President Obama’s spending “freeze” is the center of a budget frenzy. The left is incensed by the assault on its “spend first, think later” tenets. The right is nervously looking for the trick — he can’t really mean it, can he? Meanwhile, the average person is wondering: “What exactly does this freeze do?”
The first thing to get straight is that that this does not save the advertised $250 billion over 10 years. It does not even matter for three years. Discretionary spending is set each year, so this is in effect a one-year freeze. Period.
The second important point is that this is a very narrow freeze. All entitlement spending is left out. All defense spending, veterans spending, and homeland security spending is also exempt. That means that the affected areas are a tiny fraction of the budget. The bottom line: this cuts spending by $15 billion when the deficit is projected to be $1.3 trillion.
It’s not that this is not important. This is a step — a really tiny baby step — in the right direction. The previous Obama budget planned (that’s what budgets are — planning documents) to run a deficit of $1 trillion in 2019. That is, long after the economy was assumed to have recovered, after the financial crisis was just a memory, and well past time it was fair to blame George W. Bush for everything, the plan was to run a deficit of $1 trillion, or 5.5 percent of GDP. Importantly, revenues were projected to have recovered to 19 percent of GDP — above the historic norm.
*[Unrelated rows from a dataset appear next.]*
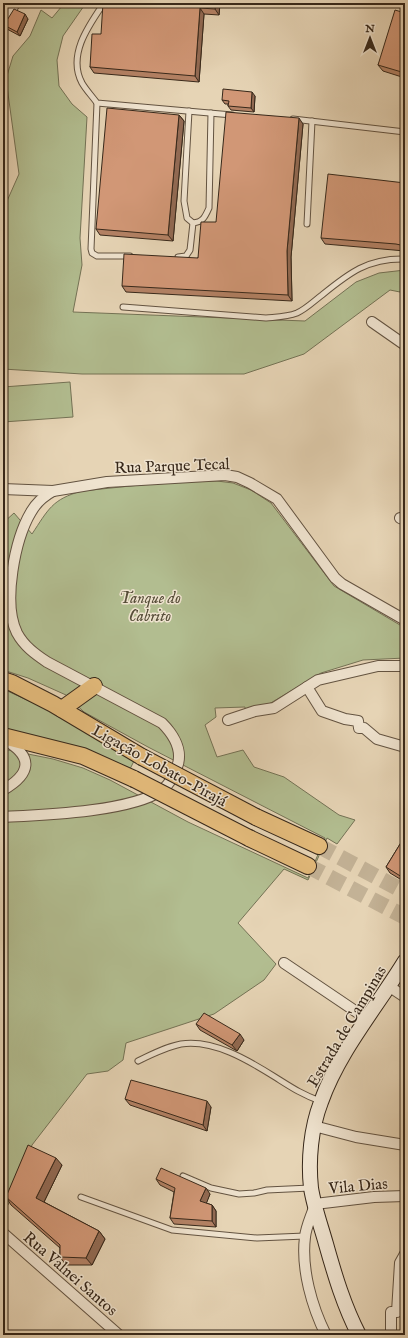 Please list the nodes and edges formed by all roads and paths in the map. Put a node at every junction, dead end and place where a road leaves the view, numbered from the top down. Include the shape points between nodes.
1 (15, 3) edge
2 (104, 3) edge
3 (3, 24) edge
4 (97, 103) junction
5 (189, 111) junction
6 (211, 113) junction
7 (235, 115) edge
8 (289, 119) edge
9 (312, 121) junction
10 (405, 132) edge
11 (193, 223) junction
12 (308, 224) dead end
13 (136, 257) edge
14 (174, 257) edge
15 (405, 258) edge
16 (122, 307) dead end
17 (372, 322) dead end
18 (405, 346) edge
19 (3, 489) edge
20 (53, 491) junction
21 (405, 620) edge
22 (405, 666) edge
23 (3, 680) edge
24 (94, 686) junction
25 (307, 687) junction
26 (62, 709) junction
27 (228, 720) dead end
28 (3, 736) edge
29 (3, 739) edge
30 (405, 747) edge
31 (3, 790) edge
32 (3, 817) edge
33 (319, 846) tunnel mouth
34 (308, 866) tunnel mouth
35 (405, 961) edge
36 (284, 963) dead end
37 (390, 987) junction
38 (405, 997) edge
39 (368, 1019) junction
40 (138, 1061) dead end
41 (321, 1102) junction
42 (314, 1126) junction
43 (405, 1145) edge
44 (183, 1176) edge
45 (311, 1188) junction
46 (405, 1196) edge
47 (81, 1197) dead end
48 (315, 1204) junction
49 (3, 1233) edge
50 (324, 1235) junction
51 (305, 1236) junction
52 (405, 1254) edge
53 (119, 1335) edge
54 (326, 1335) edge
55 (359, 1335) edge
56 (391, 1335) edge

1 - 3 street
2 - 4 lane via 82,39 78,67 82,82
4 - 5 lane
4 - 13 lane via 92,253 97,256
5 - 6 lane
5 - 11 lane via 184,202 187,218
6 - 7 lane
6 - 11 lane via 208,208 205,218
8 - 9 lane
9 - 10 lane
9 - 12 lane
11 - 14 lane via 190,250 186,256
15 - 16 lane via 386,259 349,273 304,310 288,316 266,318
17 - 18 street
19 - 20 street, Rua Parque Tecal
20 - 21 street, Rua Parque Tecal via 107,482 225,475 237,477 277,499 342,584
20 - 24 street via 44,496 30,512 19,538 12,587 13,618 17,632 34,654
22 - 25 street via 376,666 318,680
23 - 26 main road, Ligação Lobato-Pirajá
24 - 26 main road
24 - 32 street via 155,718 169,730 178,751 178,761 171,781 162,790 134,802
25 - 27 street via 274,708
25 - 30 street via 322,711 345,720 358,721 358,728 364,728 378,739
26 - 33 main road, Ligação Lobato-Pirajá, bridge via 142,757 256,817
28 - 34 main road, Ligação Lobato-Pirajá, bridge via 83,756
29 - 31 street via 19,750 26,760 20,779
35 - 37 main road, Estrada de Campinas
36 - 39 street
37 - 38 street
37 - 39 main road, Estrada de Campinas
39 - 41 main road, Estrada de Campinas via 331,1079
40 - 41 lane via 159,1050 182,1044 205,1045 226,1050 301,1094
41 - 42 main road, Estrada de Campinas
42 - 43 street via 356,1137
42 - 45 main road, Estrada de Campinas
44 - 45 lane via 211,1188 239,1194
45 - 48 main road, Estrada de Campinas
46 - 48 street, Vila Dias
47 - 51 lane via 172,1230 257,1238
48 - 50 main road, Estrada de Campinas
48 - 51 street
49 - 53 street, Rua Valnei Santos
50 - 51 street
50 - 55 main road, Estrada de Campinas via 336,1282
51 - 54 street via 305,1268
52 - 56 street via 400,1263 397,1312 391,1312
So, in a nutshell, the previous approach was to plan for out-of-control spending and the enormous debt accumulation that comes with it. Any evidence of changing direction is welcome.
Now, I confess that I do find a lot of this somewhat amusing. After all, the president has already signed off on two rounds of spending bills that raised discretionary spending by 20 percent over spending in fiscal 2008. This initiative has the feel of planning to diet one day a year — but I guess that beats zero. It’s also notable that it reflects (another) flip-flop from his campaign, where he described freezes as “using a hatchet where you need a scalpel.” To be honest, more powerful weaponry may be needed when faced with the Pelosi-Reid axis, but at least he picked up the hatchet. And, of course, the ultimate bemusement is that this is precisely what George W. Bush did when his deficits got out of control. So much for change.
In the end, the most important aspect about the Obama freeze is that it is one of a much larger set of initiatives that address how Congress formulates its budgets. Obama wants a freeze. A bipartisan coalition wants a commission. There are proposals for spending caps, pay-as-you-go rules, and constitutional amendments to constrain the size of spending. This is real evidence that (a) there is a problem, (b) Washington gets that there is a problem, and (c) the larger body politic has no idea what to do about the problem. The first step in these circumstances is to change the process by which budgets are put together. The second step — often not taken, clearly more difficult — is to change the budgets that are put together.
Step two is the key. All citizens should await the arrival of step two. It is the key to eliminating the possibility of a U.S. debt crisis. It is the path to preserving economic prosperity. It is at the heart of retaining the autonomy to choose the future of our dreams, not those of our international bankers.
Which brings us back to the Obama freeze. It is not a budget proposal that tackles the broken entitlement programs. It is not a fundamental rethinking of the role of government in a free enterprise system.
And it is not the solution for a threat to our future.